TLBC was performed by one pulmonologist and one experienced interventional pulmonologist. All procedures were performed under general anesthesia with spontaneous ventilation through an endotracheal tube using fluoroscopy in the operation room. A flexible broncho-scope (BF-P290, 4 mm scope, Olympus, Tokyo, Japan) and a 1.7-mm or 1.9-mm cryoprobe (ERBECRYO [2], Erbe Elektromedizin GmbH, Tuebingen, Germany) were used. To locate the target lesion, the cryoprobe via bronchoscopy was advanced into a segmental bronchus and a target site 1–2 cm away from the pleura was confirmed under fluoroscopic guidance. After freezing of the cryoprobe for six seconds, the bronchoscope and cryoprobe were simultaneously pulled back, followed by immediately inflation of the endobronchial balloon for hemostasis. For the endobronchial blocker, the Fogarty catheter (4Fr, Edwards Lifesciences, Irvine, CA, USA) and the Univent tube (TCB type, Fuji Systems, Tokyo, Japan) were used. The obtained specimens were thawed in saline and pressured negatively with a syringe for one minute to prevent crush artifact and then transferred gently to formalin for fixation. The classification of bleeding severity based on the four-point scare suggested by Hetzel et al. [22] as follows: grade 0, no bleeding; grade 1, mild bleeding with self-limiting, manageable with suction alone; grade 2, moderate bleeding requiring additional intervention such as instillation of saline or transient balloon tamponade to stop bleeding; and grade 3, severe bleeding requiring additional prolonged monitoring or intensive care therapy after the procedure or if the bleeding was fatal [22]. Detection of pneumothorax was investigated using fluoroscopy during the procedure and by chest X-ray after the procedure.

4. Statistical analysis

Data are presented as frequency with percentages for categorical variables and median and interquartile range values for continuous variables. Some categorical variables (“Bleeding” and “Treatment”) include one or more values per patient, and the percentages of those variables are presented as the percentage of patients represented by each value. All statistical analyses were carried out using SPSS version 25.0 (IBM Corp., Armonk, NY, USA).

Results

1. Baseline clinical characteristics

A total of 27 ILD patients who underwent TBLC were included in this study. The median patient age was 65.1 years (range, 63.0–71.0), and 74.1% were male. Among the patients, 74.1% were ever smokers, and the median pack-years was 40.0 (range, 26.3–48.8). Most patients (88.9%) showed a reduced DLco and more than half of the patients revealed a mild restrictive ventilatory defect. In the MDD prior to TBLC, there were no relevant underlying conditions associated with ILD, except in two patients who were diagnosed with interstitial pneumonia with autoimmune features. The clinical characteristics of the patients are summarized in Table 1.
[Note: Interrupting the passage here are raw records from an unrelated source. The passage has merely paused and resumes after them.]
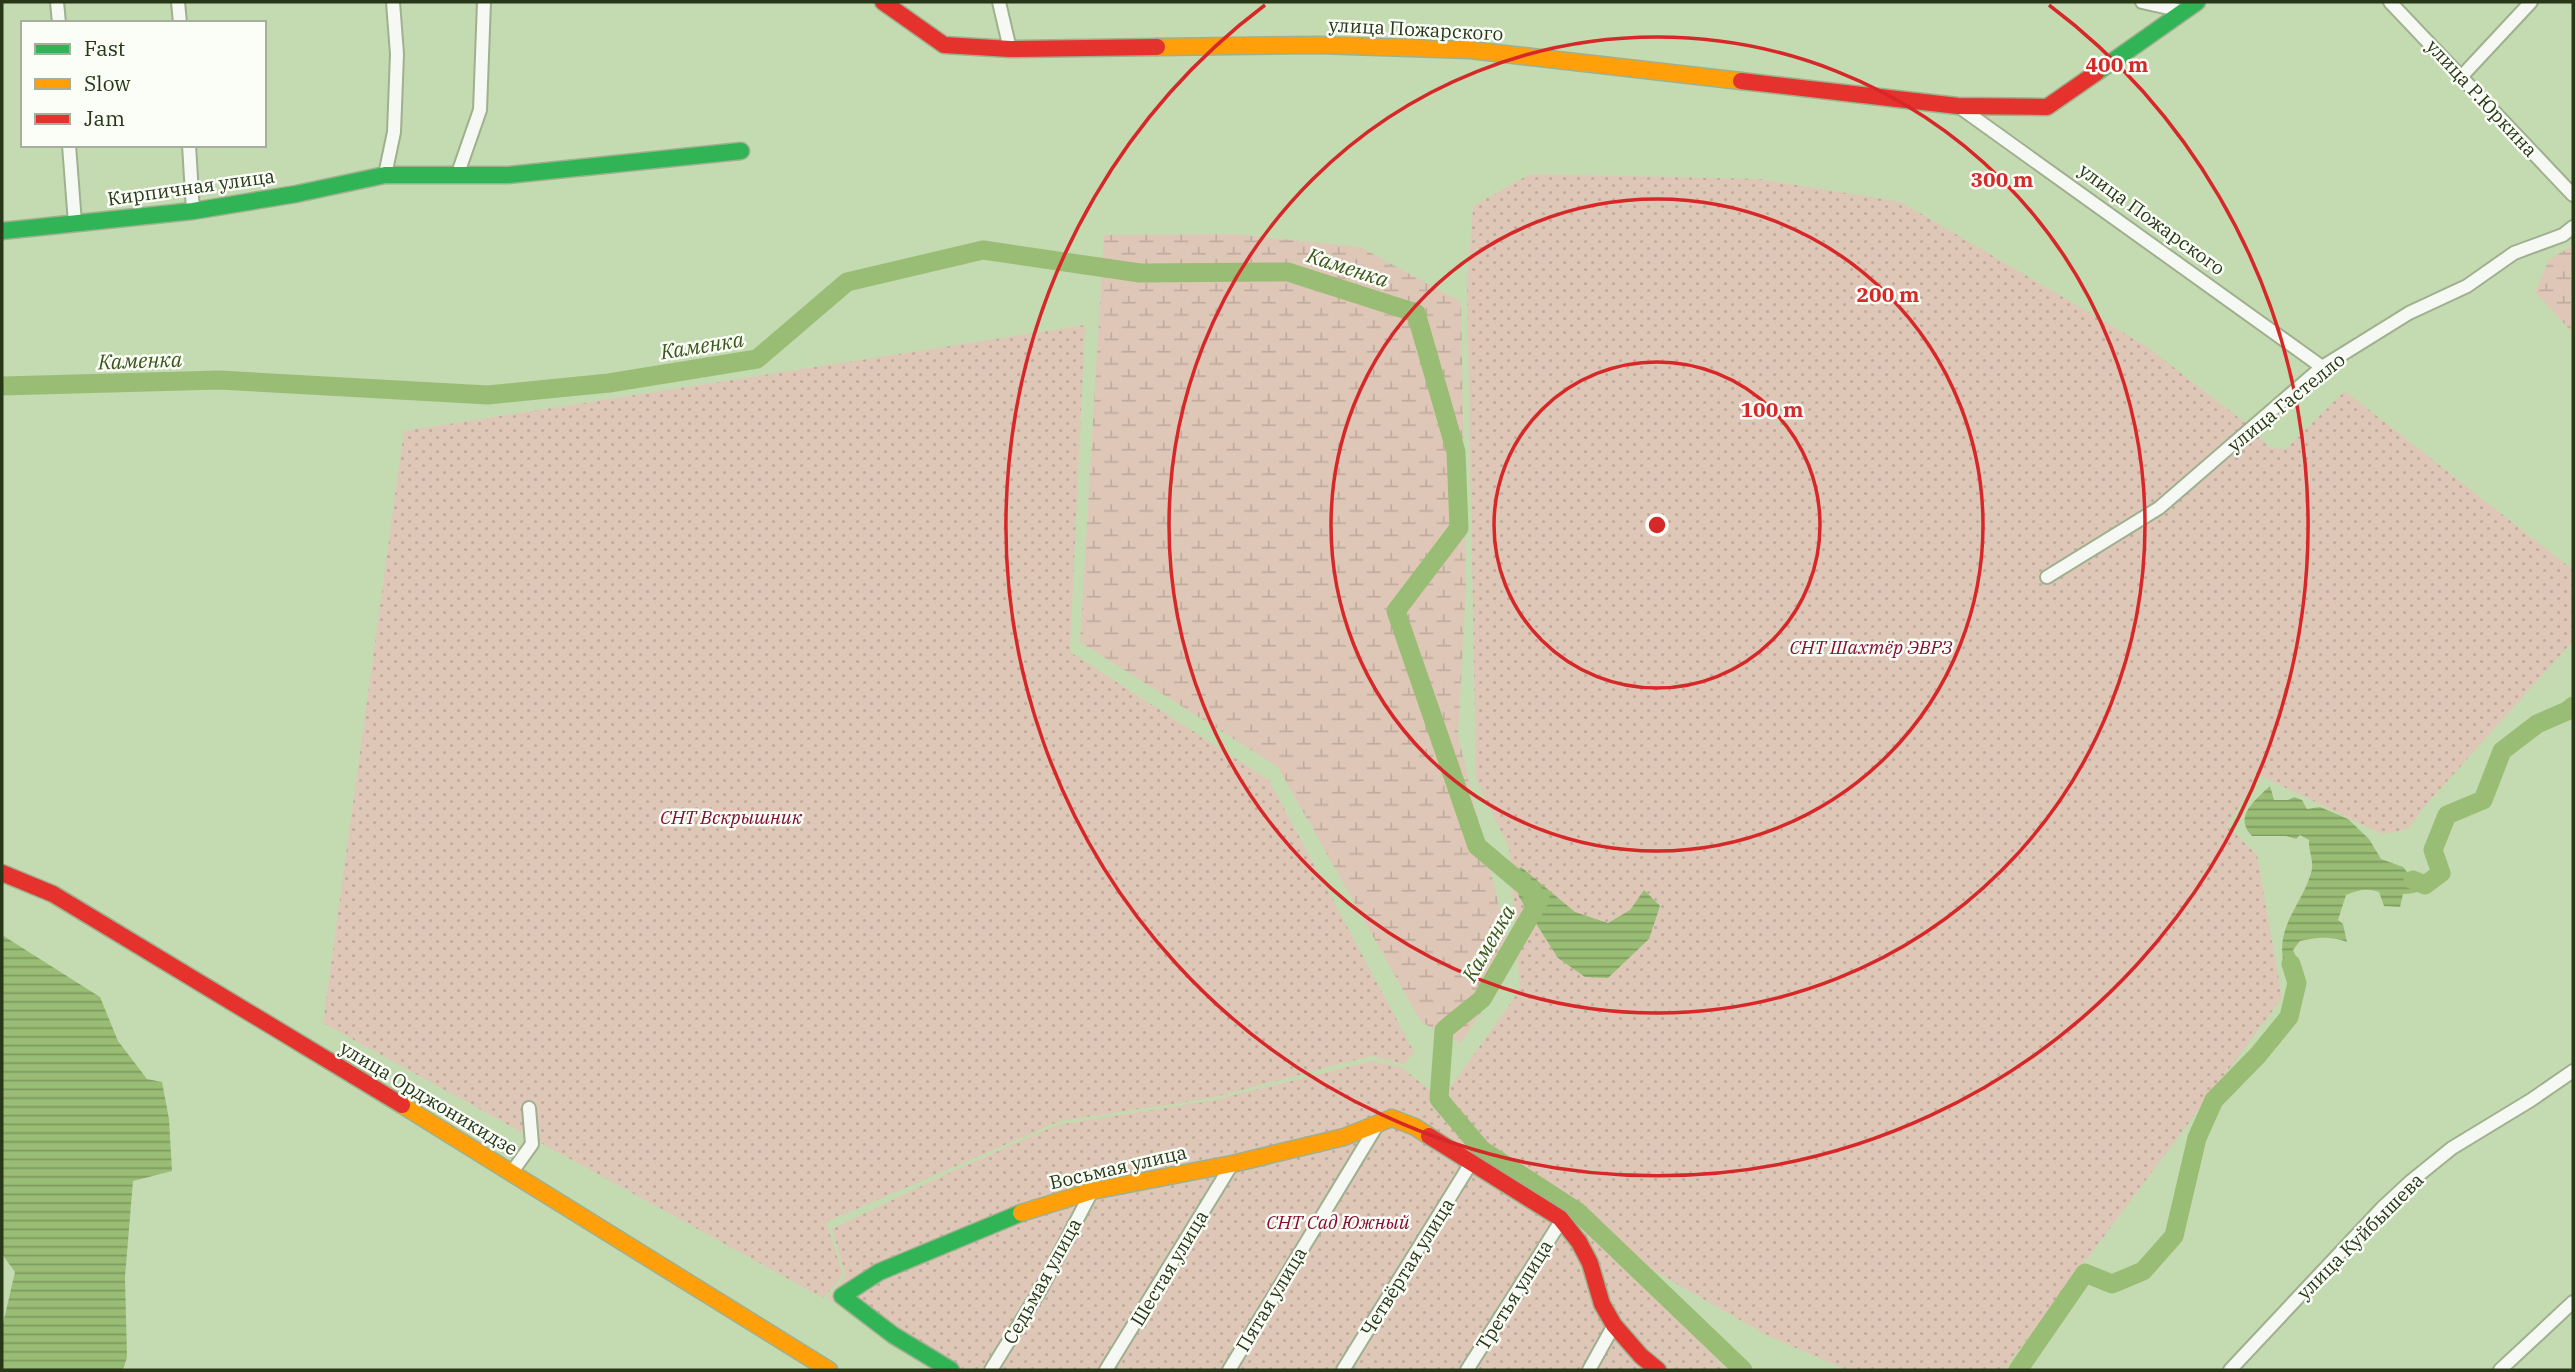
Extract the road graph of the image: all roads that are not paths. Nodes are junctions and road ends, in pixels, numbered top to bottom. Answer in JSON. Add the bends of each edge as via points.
{"nodes":[{"id":1,"x":57,"y":2,"type":"edge"},
{"id":2,"x":178,"y":2,"type":"edge"},
{"id":3,"x":393,"y":2,"type":"edge"},
{"id":4,"x":484,"y":2,"type":"edge"},
{"id":5,"x":883,"y":2,"type":"edge"},
{"id":6,"x":999,"y":2,"type":"edge"},
{"id":7,"x":2142,"y":2,"type":"edge"},
{"id":8,"x":2197,"y":2,"type":"edge"},
{"id":9,"x":2390,"y":2,"type":"edge"},
{"id":10,"x":2531,"y":2,"type":"edge"},
{"id":11,"x":2182,"y":11,"type":"junction"},
{"id":12,"x":59,"y":21,"type":"edge"},
{"id":13,"x":180,"y":21,"type":"edge"},
{"id":14,"x":1010,"y":49,"type":"junction"},
{"id":15,"x":2462,"y":77,"type":"junction"},
{"id":16,"x":1958,"y":106,"type":"junction"},
{"id":17,"x":69,"y":147,"type":"edge"},
{"id":18,"x":189,"y":147,"type":"edge"},
{"id":19,"x":741,"y":151,"type":"dead end"},
{"id":20,"x":385,"y":175,"type":"junction"},
{"id":21,"x":457,"y":176,"type":"junction"},
{"id":22,"x":2573,"y":195,"type":"edge"},
{"id":23,"x":193,"y":211,"type":"junction"},
{"id":24,"x":75,"y":223,"type":"junction"},
{"id":25,"x":2573,"y":227,"type":"edge"},
{"id":26,"x":2,"y":231,"type":"edge"},
{"id":27,"x":2322,"y":367,"type":"junction"},
{"id":28,"x":2047,"y":577,"type":"dead end"},
{"id":29,"x":2,"y":873,"type":"edge"},
{"id":30,"x":2573,"y":1070,"type":"edge"},
{"id":31,"x":529,"y":1108,"type":"dead end"},
{"id":32,"x":1380,"y":1121,"type":"junction"},
{"id":33,"x":1471,"y":1163,"type":"junction"},
{"id":34,"x":1232,"y":1164,"type":"junction"},
{"id":35,"x":512,"y":1172,"type":"junction"},
{"id":36,"x":1092,"y":1191,"type":"junction"},
{"id":37,"x":1561,"y":1221,"type":"junction"},
{"id":38,"x":2573,"y":1302,"type":"edge"},
{"id":39,"x":1614,"y":1325,"type":"junction"},
{"id":40,"x":828,"y":1370,"type":"edge"},
{"id":41,"x":951,"y":1370,"type":"edge"},
{"id":42,"x":991,"y":1370,"type":"edge"},
{"id":43,"x":1106,"y":1370,"type":"edge"},
{"id":44,"x":1229,"y":1370,"type":"edge"},
{"id":45,"x":1343,"y":1370,"type":"edge"},
{"id":46,"x":1467,"y":1370,"type":"edge"},
{"id":47,"x":1589,"y":1370,"type":"edge"},
{"id":48,"x":1658,"y":1370,"type":"edge"},
{"id":49,"x":2230,"y":1370,"type":"edge"},
{"id":50,"x":2500,"y":1370,"type":"edge"}],
"edges":[{"from":1,"to":12,"type":"street"},
{"from":2,"to":13,"type":"street"},
{"from":3,"to":20,"type":"street","via":[[397,54],[394,132]]},
{"from":4,"to":21,"type":"street","via":[[480,110]]},
{"from":5,"to":14,"type":"street","name":"улица Пожарского","via":[[944,45]]},
{"from":6,"to":14,"type":"street"},
{"from":7,"to":11,"type":"street"},
{"from":8,"to":11,"type":"street","name":"улица Пожарского"},
{"from":9,"to":15,"type":"street","name":"улица Р.Юркина"},
{"from":10,"to":15,"type":"street"},
{"from":11,"to":16,"type":"street","name":"улица Пожарского","via":[[2047,107]]},
{"from":14,"to":16,"type":"street","name":"улица Пожарского","via":[[1318,45],[1470,50]]},
{"from":15,"to":22,"type":"street","name":"улица Р.Юркина"},
{"from":16,"to":27,"type":"street","name":"улица Пожарского"},
{"from":17,"to":24,"type":"street"},
{"from":18,"to":23,"type":"street"},
{"from":19,"to":21,"type":"street","name":"Кирпичная улица","via":[[508,176]]},
{"from":20,"to":21,"type":"street","name":"Кирпичная улица"},
{"from":20,"to":23,"type":"street","name":"Кирпичная улица"},
{"from":23,"to":24,"type":"street","name":"Кирпичная улица"},
{"from":24,"to":26,"type":"street","name":"Кирпичная улица"},
{"from":25,"to":27,"type":"street","name":"улица Гастелло","via":[[2514,253],[2467,286],[2409,313]]},
{"from":27,"to":28,"type":"street","name":"улица Гастелло","via":[[2159,508]]},
{"from":29,"to":35,"type":"street","name":"улица Орджоникидзе","via":[[53,894]]},
{"from":30,"to":49,"type":"street","name":"улица Куйбышева","via":[[2410,1182]]},
{"from":31,"to":35,"type":"street","via":[[531,1144]]},
{"from":32,"to":33,"type":"street","via":[[1392,1118],[1415,1127]]},
{"from":32,"to":34,"type":"street","name":"Восьмая улица","via":[[1344,1137]]},
{"from":32,"to":44,"type":"street","name":"Пятая улица"},
{"from":33,"to":37,"type":"street"},
{"from":33,"to":45,"type":"street","name":"Четвёртая улица"},
{"from":34,"to":36,"type":"street","name":"Восьмая улица"},
{"from":34,"to":43,"type":"street","name":"Шестая улица"},
{"from":35,"to":40,"type":"street","name":"улица Орджоникидзе"},
{"from":36,"to":41,"type":"street","name":"Восьмая улица","via":[[1031,1209],[879,1272],[842,1296],[893,1335]]},
{"from":36,"to":42,"type":"street","name":"Седьмая улица"},
{"from":37,"to":39,"type":"street","via":[[1590,1263],[1602,1304]]},
{"from":37,"to":46,"type":"street","name":"Третья улица"},
{"from":38,"to":50,"type":"street"},
{"from":39,"to":47,"type":"street"},
{"from":39,"to":48,"type":"street"}]}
Baseline clinical characteristics of the patients

2. TBLC details

In most patients (81.5%), the median duration of the procedure was less than 30 min, and the median number of biopsies per participant was two (Table 2). All TBLC were performed at the lower lobe (right lobe, 62.9% and left lobe, 37.1%), and the most common level of segmental bronchus was anterior basal (right) or anteromedial (left) (63.5%), followed by lateral basal bronchus (34.6%) according to the Jack-Huber nomenclature of the tracheobronchial tree [23]. The median of the largest axis diameter and smallest axis diameter of the specimens were 0.5 cm (range, 0.5–0.7 cm) and 0.3 cm (range, 0.2–0.3 cm), respectively.

Details of transbronchial lung cryobiopsy

Regarding complications, most bleeding after TBLC was not severe and manageable. Among three patients of severe bleeding requiring additional monitoring with use of endobronchial blockers or vasopressor, all patients were recovered without intensive care unit (ICU) admission or surgery. Seven patients (25.9%) had pneumothorax, and two patients recovered after percutaneous chest tube drain during 3 or 4 days. One patient exhibited acute exacerbation after 5 days of the procedure. There was no adverse event of pneumonia and death.

3. Histopathologic assessment and MDD

The most common pattern observed was alternative (48.2%), followed by indeterminate (33.3%) and usual interstitial pneumonia (UIP)/probable UIP (18.5%) (Table 3, Figure 1). Among the alternative patterns, the smoking-related pattern was most common (22.2%), followed by nonspecific interstitial pneumonia (NSIP) (11.1%), inhalation injury (7.4%), and others (7.4%). One patient met the histopathologic criteria of pleuroparenchymal fibroelastosis suggested by Reddy et al. [24], and one patient was diagnosed with malignancy (adenocarcinoma). In the MDD after TBLC, the most common consensus diagnoses were idiopathic pulmonary fibrosis (IPF) (33.3%) and smoking-related ILD (25.9%); four patients (14.8%) did not fulfill diagnostic criteria and were classified as unclassifiable-ILD [25,26]. Among nine patient diagnosed with IPF on final MDD, four patients were diagnosed with IPF according to the radiologic results (1 UIP and 3 probable UIP), not based on the histopathological result (4 indeterminate). Among eight patients for with non-diagnostic on clinic-radiologic evaluation (4 indeterminate for UIP, 2 probable UIP and 1 alternative pattern on high-resolution computed tomography [HRCT]), final consensus of MDD (4 smoking-related ILD, 1 inhalation injury, 1 NSIP, and 1 lung cancer) were archived on based on histopathologic results. The final diagnostic yield of MDD based on histopathologic specimens by TBLC was 85.2%, and most patients (81.5%) received anti-fibrotic agent or steroid combined with immunosuppressive agents.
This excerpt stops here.